Each record must be printed again exactly as given.
------ Dataset
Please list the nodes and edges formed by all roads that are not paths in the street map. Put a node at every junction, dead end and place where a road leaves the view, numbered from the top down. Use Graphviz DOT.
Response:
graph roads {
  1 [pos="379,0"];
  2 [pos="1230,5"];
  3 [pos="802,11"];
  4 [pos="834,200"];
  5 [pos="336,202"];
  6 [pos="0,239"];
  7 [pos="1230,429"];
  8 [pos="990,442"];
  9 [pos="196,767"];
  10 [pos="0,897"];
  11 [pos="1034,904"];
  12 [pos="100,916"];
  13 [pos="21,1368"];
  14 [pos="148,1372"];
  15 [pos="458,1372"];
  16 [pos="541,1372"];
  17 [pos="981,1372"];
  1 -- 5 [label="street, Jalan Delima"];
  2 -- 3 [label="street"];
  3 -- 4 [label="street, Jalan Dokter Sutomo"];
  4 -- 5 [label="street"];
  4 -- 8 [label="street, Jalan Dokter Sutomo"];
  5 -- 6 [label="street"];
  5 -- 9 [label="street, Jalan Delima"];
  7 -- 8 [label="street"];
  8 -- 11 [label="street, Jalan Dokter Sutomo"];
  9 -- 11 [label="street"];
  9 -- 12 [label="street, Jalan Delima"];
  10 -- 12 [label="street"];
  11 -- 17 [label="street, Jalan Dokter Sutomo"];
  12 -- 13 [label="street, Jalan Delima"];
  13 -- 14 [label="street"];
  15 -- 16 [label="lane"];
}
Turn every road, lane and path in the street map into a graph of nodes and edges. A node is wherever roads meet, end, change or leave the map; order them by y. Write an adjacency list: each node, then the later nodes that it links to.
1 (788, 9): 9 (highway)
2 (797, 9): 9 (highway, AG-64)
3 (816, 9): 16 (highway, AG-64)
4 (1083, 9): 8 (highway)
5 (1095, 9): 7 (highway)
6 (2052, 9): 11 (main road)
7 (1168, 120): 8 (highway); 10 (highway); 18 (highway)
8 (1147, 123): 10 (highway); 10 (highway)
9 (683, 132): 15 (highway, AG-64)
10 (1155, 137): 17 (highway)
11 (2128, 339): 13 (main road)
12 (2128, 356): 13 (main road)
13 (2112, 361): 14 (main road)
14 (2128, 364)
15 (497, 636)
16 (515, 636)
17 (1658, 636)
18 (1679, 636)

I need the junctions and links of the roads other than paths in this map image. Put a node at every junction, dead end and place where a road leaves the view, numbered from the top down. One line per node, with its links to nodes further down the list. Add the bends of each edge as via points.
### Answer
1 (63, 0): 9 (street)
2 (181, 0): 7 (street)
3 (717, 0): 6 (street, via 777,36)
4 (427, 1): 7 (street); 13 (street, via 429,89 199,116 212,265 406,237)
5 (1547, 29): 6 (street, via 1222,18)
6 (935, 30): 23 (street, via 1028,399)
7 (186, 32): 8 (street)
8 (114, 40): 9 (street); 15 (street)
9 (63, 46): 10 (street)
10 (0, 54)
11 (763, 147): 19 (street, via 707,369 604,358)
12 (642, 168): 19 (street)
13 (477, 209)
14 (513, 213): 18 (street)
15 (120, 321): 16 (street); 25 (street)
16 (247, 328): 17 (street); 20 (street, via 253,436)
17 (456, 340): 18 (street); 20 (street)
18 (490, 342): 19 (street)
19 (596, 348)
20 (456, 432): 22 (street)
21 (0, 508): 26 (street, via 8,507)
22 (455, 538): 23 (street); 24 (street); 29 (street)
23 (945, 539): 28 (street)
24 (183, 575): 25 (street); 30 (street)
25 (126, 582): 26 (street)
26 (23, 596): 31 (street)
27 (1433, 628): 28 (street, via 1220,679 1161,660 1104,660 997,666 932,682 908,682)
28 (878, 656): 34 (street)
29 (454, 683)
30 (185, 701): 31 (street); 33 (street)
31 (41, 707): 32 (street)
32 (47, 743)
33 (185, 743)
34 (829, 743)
------------
Answer to the exercise:
Please list the nodes and edges formed by all roads that are not paths in the street map. Put a node at every junction, dead end and place where a road leaves the view, numbered from the top down. Use Graphviz DOT.
Response:
graph roads {
  1 [pos="379,0"];
  2 [pos="1230,5"];
  3 [pos="802,11"];
  4 [pos="834,200"];
  5 [pos="336,202"];
  6 [pos="0,239"];
  7 [pos="1230,429"];
  8 [pos="990,442"];
  9 [pos="196,767"];
  10 [pos="0,897"];
  11 [pos="1034,904"];
  12 [pos="100,916"];
  13 [pos="21,1368"];
  14 [pos="148,1372"];
  15 [pos="458,1372"];
  16 [pos="541,1372"];
  17 [pos="981,1372"];
  1 -- 5 [label="street, Jalan Delima"];
  2 -- 3 [label="street"];
  3 -- 4 [label="street, Jalan Dokter Sutomo"];
  4 -- 5 [label="street"];
  4 -- 8 [label="street, Jalan Dokter Sutomo"];
  5 -- 6 [label="street"];
  5 -- 9 [label="street, Jalan Delima"];
  7 -- 8 [label="street"];
  8 -- 11 [label="street, Jalan Dokter Sutomo"];
  9 -- 11 [label="street"];
  9 -- 12 [label="street, Jalan Delima"];
  10 -- 12 [label="street"];
  11 -- 17 [label="street, Jalan Dokter Sutomo"];
  12 -- 13 [label="street, Jalan Delima"];
  13 -- 14 [label="street"];
  15 -- 16 [label="lane"];
}
Turn every road, lane and path in the street map into a graph of nodes and edges. A node is wherever roads meet, end, change or leave the map; order them by y. Write an adjacency list: each node, then the later nodes that it links to.
1 (788, 9): 9 (highway)
2 (797, 9): 9 (highway, AG-64)
3 (816, 9): 16 (highway, AG-64)
4 (1083, 9): 8 (highway)
5 (1095, 9): 7 (highway)
6 (2052, 9): 11 (main road)
7 (1168, 120): 8 (highway); 10 (highway); 18 (highway)
8 (1147, 123): 10 (highway); 10 (highway)
9 (683, 132): 15 (highway, AG-64)
10 (1155, 137): 17 (highway)
11 (2128, 339): 13 (main road)
12 (2128, 356): 13 (main road)
13 (2112, 361): 14 (main road)
14 (2128, 364)
15 (497, 636)
16 (515, 636)
17 (1658, 636)
18 (1679, 636)

I need the junctions and links of the roads other than paths in this map image. Put a node at every junction, dead end and place where a road leaves the view, numbered from the top down. One line per node, with its links to nodes further down the list. Add the bends of each edge as via points.
### Answer
1 (63, 0): 9 (street)
2 (181, 0): 7 (street)
3 (717, 0): 6 (street, via 777,36)
4 (427, 1): 7 (street); 13 (street, via 429,89 199,116 212,265 406,237)
5 (1547, 29): 6 (street, via 1222,18)
6 (935, 30): 23 (street, via 1028,399)
7 (186, 32): 8 (street)
8 (114, 40): 9 (street); 15 (street)
9 (63, 46): 10 (street)
10 (0, 54)
11 (763, 147): 19 (street, via 707,369 604,358)
12 (642, 168): 19 (street)
13 (477, 209)
14 (513, 213): 18 (street)
15 (120, 321): 16 (street); 25 (street)
16 (247, 328): 17 (street); 20 (street, via 253,436)
17 (456, 340): 18 (street); 20 (street)
18 (490, 342): 19 (street)
19 (596, 348)
20 (456, 432): 22 (street)
21 (0, 508): 26 (street, via 8,507)
22 (455, 538): 23 (street); 24 (street); 29 (street)
23 (945, 539): 28 (street)
24 (183, 575): 25 (street); 30 (street)
25 (126, 582): 26 (street)
26 (23, 596): 31 (street)
27 (1433, 628): 28 (street, via 1220,679 1161,660 1104,660 997,666 932,682 908,682)
28 (878, 656): 34 (street)
29 (454, 683)
30 (185, 701): 31 (street); 33 (street)
31 (41, 707): 32 (street)
32 (47, 743)
33 (185, 743)
34 (829, 743)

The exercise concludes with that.